On Wed, May 1, 2013 at 5:37 PM, Vadim <[email protected]> wrote:
> Thanks for your response Niko. A couple more questions if you don't mind:
>
> On Wed, May 1, 2013 at 10:51 AM, Niko Matsakis <[email protected]> wrote:
>>
>> Hello,
>>
>> Unfortunately, I accidentally deleted a message from Vadim that I
>> wanted to reply to. However, it had strayed from the topic of the
>> thread anyhow (which was called "sub-grammar for range pattern
>> constants") so I'll just startup a new thread here.
>>
>> Vadim wrote:
>>
>> > - Does "immutable" mean that the referenced object cannot change
>> > forever, even after current function has returned?
>>
>> It means that the referenced object cannot change for the lifetime
>> of that reference.
>>
>> > Is it possible in Rust to create a hash that stores its' keys by
>> > borrowed reference (assuming that the hash does not outlive
>> > contained keys) and be assured that the keys will not get changed
>> > after having been added to the hash?
>>
>> That would be possible, but the hash would have to be parameterized by
>> the lifetime of the keys. What we typically do instead is to have the
>> hash own the keys.
>
>
> Not sure how this would prevent mutation of keys after they've been placed
> in the hash. Could you please point me to an example?
>
> I agree that owning keys would simplify everything, but on more than one
> occasion I've had to index existing large objects to speed-up some lookup
> operation. For example, let's say you need to de-dupe a vector of objects.

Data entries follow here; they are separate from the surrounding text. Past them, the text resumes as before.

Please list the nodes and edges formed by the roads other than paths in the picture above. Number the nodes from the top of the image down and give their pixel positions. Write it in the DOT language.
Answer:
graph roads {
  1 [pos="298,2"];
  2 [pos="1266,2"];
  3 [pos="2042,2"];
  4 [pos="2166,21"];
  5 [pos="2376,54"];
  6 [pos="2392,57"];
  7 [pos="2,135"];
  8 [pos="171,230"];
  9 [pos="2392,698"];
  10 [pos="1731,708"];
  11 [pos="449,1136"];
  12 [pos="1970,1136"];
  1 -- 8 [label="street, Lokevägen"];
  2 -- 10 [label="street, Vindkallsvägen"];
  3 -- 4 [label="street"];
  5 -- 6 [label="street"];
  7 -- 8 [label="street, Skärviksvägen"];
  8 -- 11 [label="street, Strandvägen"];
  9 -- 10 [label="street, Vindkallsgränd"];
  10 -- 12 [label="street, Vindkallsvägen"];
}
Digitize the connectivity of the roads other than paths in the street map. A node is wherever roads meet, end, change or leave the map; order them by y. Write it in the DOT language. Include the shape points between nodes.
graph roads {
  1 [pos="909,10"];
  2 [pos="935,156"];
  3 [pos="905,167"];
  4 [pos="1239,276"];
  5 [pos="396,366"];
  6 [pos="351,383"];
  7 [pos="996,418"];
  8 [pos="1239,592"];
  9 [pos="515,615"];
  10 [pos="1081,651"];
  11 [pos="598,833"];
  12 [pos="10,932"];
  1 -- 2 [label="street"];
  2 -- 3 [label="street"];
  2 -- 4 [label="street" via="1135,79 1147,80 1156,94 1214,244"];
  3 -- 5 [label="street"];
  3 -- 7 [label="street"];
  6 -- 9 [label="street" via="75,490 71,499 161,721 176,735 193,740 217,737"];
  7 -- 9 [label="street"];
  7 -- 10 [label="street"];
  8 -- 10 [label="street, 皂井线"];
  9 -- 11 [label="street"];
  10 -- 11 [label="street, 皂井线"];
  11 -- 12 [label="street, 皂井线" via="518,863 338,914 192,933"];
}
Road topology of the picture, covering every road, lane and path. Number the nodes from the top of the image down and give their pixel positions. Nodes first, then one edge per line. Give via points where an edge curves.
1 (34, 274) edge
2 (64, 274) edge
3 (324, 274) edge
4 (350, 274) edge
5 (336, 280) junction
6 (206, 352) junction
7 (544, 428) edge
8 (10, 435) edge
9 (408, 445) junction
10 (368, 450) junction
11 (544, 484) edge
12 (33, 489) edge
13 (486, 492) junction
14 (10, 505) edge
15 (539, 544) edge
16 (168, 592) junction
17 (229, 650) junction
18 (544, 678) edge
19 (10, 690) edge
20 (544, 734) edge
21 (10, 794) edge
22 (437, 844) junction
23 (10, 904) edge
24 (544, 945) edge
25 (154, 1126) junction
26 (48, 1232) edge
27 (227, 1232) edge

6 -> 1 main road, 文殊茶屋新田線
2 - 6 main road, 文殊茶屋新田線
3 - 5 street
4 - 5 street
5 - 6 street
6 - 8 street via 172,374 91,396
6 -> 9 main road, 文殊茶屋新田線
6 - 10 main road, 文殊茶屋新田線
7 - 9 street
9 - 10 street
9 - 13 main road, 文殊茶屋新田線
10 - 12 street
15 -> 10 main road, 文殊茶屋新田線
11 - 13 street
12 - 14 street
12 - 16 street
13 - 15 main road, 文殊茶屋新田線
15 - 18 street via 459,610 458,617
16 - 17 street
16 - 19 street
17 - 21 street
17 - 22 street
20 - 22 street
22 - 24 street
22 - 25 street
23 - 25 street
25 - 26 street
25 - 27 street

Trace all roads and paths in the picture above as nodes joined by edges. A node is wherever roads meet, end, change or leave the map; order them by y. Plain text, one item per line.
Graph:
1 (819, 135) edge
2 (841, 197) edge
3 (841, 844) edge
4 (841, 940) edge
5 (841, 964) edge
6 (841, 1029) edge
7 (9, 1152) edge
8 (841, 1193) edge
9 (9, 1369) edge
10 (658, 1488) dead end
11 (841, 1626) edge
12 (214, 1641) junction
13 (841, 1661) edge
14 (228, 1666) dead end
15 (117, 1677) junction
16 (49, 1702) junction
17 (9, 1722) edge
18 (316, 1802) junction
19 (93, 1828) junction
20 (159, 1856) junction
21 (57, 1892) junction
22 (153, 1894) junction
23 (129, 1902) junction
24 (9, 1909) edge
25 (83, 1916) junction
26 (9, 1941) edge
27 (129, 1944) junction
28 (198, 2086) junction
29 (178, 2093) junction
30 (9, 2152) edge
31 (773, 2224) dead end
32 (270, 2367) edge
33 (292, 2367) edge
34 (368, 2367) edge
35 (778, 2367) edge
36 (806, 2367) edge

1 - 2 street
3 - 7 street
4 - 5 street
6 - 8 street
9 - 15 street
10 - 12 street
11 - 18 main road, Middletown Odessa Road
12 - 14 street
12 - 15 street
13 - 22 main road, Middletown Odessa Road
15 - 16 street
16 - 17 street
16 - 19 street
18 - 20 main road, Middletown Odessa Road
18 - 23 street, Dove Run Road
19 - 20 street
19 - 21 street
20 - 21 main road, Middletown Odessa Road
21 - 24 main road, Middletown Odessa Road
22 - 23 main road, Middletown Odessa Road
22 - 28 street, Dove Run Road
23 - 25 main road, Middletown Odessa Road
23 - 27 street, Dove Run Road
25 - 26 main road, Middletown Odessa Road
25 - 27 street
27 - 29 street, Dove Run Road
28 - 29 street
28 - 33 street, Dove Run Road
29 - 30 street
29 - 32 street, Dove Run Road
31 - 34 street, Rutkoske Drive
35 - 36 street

> In C++, I'd just create a hash_set of pointers to objects, but in Rust those
> would have to be borrowed references, right? (assuming I don't want to
> resort to using raw pointers)
>
>> > - Can Rust actually guarantee that &mut are not aliased, - in the
>> > face of all indirection that may happen in a typical program?
>>
>> Yes. That is the job of the borrow checker, and the soundness of the
>> Rust type system depends on it. If you do not make use of managed data
>> (i.e., no `@`), this guarantee is static. Otherwise the guarantee is
>> enforced dynamically.
>>
>> The example program you gave is not supposed to execute without error;
>> the reason that it does is due to bugs. I am about to land (next day
>> or so) a branch fixing a number of such bugs. When I run that program
>> on my branch, I get a compilation failure. This is because, even
>> though you are using `@`, the compiler can clearly see that the
>> dynamic check would fail, and so it flags the error statically. If you
>> modify the program slightly you can evade this static check, but an
>> error should still occur dynamically. Currently it does not (even on
>> my branch), this is issue #5910.
>
>
> Would it be the same kind of error I am getting in Rust 0.6 if I use owned
> vector instead of a managed one? This code fails to compile even if I'm
> borrowing distinct elements of z:
>
> fn add(x:&mut int, y:&mut int)
> {
> *x = *x + *y;
> }
> pub fn main()
> {
> let mut z = ~[1,2,3];
> add(&mut z[0], &mut z[1]);
> print(fmt!("%d\n", z[0]));
> }
>
> So this sort of code will not be possible? (again, without raw pointers)
>
>
> Vadim
Immutable borrowed pointers guarantee that the object is immutable as
long as they exist (statically for Owned types, dynamically for @mut)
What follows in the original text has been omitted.